· 

私たちは腸という内なる宇宙を抱いている

 藤田紘一郎氏の腸内細菌NHKラジオ講座を聞いていて、私たちの腸内細菌の分布は、私たちを取り巻く環境のに生息する膨大な細菌の中から4種の目だけが腸内細菌として存在しているそうです。そしてそれらは善玉菌、悪玉菌、日和見菌などが複雑な様相を形作り、その腸を所有するヒトの置かれた環境(食べ物、環境汚染、精神状態)によって刻一刻と変化し、腸内フローラと呼ばれるお花畑を形成しているようです。

 腸は私たちの中の広大な世界。宇宙のようなもの

 そしてその腸内フローラの様相は個々人で異なりますが、食文化の影響も大きくうけ、日本人は古くから海藻を食してきたため、海藻を分解する酵素の遺伝子を持つ腸内細菌を持っている人の割合が80%以上です。海藻を食べない他の人種では10%台です。日本人の腸は海洋微生物の遺伝子を腸内細菌が取り込み、海藻を消化できるようになっているのです。

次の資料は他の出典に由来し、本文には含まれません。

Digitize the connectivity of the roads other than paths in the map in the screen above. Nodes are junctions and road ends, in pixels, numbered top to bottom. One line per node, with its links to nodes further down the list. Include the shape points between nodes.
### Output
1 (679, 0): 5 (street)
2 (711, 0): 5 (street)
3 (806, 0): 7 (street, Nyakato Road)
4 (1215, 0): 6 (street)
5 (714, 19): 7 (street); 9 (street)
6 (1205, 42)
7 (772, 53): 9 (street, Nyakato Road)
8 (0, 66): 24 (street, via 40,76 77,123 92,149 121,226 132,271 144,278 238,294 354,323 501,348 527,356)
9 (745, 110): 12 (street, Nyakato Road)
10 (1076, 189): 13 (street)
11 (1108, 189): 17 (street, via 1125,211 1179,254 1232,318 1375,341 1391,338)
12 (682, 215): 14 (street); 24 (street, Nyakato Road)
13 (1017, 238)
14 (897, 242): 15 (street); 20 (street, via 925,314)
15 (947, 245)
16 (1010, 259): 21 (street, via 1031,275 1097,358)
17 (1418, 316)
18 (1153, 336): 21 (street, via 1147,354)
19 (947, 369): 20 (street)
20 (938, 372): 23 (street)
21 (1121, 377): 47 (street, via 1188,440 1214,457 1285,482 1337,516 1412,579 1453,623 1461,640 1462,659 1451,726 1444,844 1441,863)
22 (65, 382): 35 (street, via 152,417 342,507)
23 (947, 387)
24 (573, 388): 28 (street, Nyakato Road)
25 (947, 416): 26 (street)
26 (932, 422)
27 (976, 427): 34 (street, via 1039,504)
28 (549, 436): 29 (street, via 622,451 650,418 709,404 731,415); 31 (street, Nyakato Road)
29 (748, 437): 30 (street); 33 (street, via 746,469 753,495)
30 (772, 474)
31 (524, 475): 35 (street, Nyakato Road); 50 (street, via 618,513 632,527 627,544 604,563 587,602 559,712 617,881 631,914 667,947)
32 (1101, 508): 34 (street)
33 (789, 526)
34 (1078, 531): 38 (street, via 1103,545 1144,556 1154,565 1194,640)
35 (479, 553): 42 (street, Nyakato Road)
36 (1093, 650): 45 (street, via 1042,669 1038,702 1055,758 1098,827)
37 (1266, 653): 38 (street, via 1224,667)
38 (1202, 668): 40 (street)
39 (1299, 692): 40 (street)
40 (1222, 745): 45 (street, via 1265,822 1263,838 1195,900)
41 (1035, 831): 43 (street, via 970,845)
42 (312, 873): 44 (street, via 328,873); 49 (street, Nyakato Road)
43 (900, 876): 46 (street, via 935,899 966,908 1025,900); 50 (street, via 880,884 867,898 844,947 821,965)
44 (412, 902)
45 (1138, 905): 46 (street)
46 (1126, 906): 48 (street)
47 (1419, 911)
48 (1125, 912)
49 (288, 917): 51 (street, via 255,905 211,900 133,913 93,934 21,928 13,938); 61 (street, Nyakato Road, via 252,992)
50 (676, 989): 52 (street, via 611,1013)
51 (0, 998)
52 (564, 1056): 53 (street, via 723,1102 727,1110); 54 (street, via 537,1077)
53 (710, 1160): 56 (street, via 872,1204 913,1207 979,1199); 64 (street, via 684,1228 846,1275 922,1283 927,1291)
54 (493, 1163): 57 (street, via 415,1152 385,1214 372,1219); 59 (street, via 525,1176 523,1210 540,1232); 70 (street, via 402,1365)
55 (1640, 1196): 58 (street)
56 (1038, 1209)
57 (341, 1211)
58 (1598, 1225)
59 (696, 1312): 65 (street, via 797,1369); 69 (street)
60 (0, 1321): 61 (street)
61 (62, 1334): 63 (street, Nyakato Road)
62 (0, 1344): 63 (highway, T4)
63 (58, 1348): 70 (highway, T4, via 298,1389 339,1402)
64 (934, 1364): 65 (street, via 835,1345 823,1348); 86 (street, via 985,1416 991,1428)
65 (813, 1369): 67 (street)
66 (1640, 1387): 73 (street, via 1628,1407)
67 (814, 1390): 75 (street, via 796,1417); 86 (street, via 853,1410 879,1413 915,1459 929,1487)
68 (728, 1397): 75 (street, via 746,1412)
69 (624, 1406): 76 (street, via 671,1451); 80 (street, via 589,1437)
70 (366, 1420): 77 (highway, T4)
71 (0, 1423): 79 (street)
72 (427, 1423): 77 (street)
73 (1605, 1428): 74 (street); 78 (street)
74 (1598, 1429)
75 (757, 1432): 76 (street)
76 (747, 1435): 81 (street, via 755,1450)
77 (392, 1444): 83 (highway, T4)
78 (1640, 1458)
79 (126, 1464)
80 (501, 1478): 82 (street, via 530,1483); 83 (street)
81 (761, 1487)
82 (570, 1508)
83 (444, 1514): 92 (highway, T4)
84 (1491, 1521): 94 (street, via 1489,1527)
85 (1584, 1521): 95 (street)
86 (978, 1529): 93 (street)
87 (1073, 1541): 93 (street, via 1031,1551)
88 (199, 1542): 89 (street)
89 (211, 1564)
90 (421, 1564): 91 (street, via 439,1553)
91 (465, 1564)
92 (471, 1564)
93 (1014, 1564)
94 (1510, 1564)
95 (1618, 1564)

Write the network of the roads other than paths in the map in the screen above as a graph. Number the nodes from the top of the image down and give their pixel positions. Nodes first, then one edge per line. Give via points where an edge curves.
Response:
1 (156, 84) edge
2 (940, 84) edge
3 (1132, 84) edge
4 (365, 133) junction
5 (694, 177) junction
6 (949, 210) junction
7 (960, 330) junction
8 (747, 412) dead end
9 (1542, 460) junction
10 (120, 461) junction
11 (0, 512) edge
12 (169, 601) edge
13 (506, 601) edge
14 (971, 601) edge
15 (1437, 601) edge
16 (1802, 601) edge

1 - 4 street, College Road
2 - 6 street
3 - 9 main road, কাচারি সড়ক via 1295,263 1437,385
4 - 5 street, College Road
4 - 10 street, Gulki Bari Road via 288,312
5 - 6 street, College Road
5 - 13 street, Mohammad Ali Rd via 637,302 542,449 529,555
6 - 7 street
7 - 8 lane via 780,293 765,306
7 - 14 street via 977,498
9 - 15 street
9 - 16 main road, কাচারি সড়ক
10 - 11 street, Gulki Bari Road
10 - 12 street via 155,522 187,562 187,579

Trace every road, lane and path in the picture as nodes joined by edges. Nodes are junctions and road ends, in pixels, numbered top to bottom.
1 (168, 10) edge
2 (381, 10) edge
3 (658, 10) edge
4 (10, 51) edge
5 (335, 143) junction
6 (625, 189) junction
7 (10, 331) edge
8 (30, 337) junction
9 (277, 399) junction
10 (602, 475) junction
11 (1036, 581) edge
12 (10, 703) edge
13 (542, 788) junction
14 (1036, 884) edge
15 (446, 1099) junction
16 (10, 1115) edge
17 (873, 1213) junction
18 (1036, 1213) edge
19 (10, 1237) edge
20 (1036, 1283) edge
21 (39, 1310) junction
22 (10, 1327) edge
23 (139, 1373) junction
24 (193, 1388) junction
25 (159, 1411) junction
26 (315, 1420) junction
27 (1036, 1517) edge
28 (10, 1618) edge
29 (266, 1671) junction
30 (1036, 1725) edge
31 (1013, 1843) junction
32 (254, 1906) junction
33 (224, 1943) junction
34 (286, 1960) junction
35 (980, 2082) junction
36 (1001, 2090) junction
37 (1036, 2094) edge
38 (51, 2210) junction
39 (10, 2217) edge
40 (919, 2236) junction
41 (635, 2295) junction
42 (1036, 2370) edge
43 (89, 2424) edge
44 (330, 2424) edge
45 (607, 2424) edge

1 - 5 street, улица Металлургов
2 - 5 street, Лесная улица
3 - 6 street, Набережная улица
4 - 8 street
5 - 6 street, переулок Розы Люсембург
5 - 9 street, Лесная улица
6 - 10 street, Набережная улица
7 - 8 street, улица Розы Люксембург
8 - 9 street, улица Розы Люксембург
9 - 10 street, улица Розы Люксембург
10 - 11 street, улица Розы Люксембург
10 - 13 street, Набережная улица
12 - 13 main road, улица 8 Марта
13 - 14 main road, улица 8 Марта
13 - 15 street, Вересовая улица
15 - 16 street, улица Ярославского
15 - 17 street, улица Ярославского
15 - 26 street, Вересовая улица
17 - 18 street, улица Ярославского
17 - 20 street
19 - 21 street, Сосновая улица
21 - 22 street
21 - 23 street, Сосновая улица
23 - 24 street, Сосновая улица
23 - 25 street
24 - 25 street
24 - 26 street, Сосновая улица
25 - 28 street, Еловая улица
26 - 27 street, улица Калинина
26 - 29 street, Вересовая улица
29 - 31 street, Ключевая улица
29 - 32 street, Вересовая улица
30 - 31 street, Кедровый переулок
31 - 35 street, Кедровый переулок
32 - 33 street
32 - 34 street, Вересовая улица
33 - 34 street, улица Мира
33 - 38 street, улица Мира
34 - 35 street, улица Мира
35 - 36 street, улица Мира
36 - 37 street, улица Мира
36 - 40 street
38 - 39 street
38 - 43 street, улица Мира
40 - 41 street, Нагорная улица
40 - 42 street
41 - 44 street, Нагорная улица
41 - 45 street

 このようにヒトは腸という環境とつながる宇宙を内に抱えているにも関わらず、腸内細菌を減少させているようです。戦前の日本人の腸とくらべて、現代の日本人の腸内は腸内細菌の数全体がへり、善玉菌が減り、悪玉菌が増えているようです。その理由は

  • 食物繊維摂取の減少
  • 食品添加物に含まれる安定剤などの影響
  • 抗生物質の乱用

 私たち人間は、地球上に存在する微生物やウィルスを含む様々な生きものと共存していかなければ生きていけないということを、環境の状況からだけでなく、内なる腸からも学ばなければならないと思いました。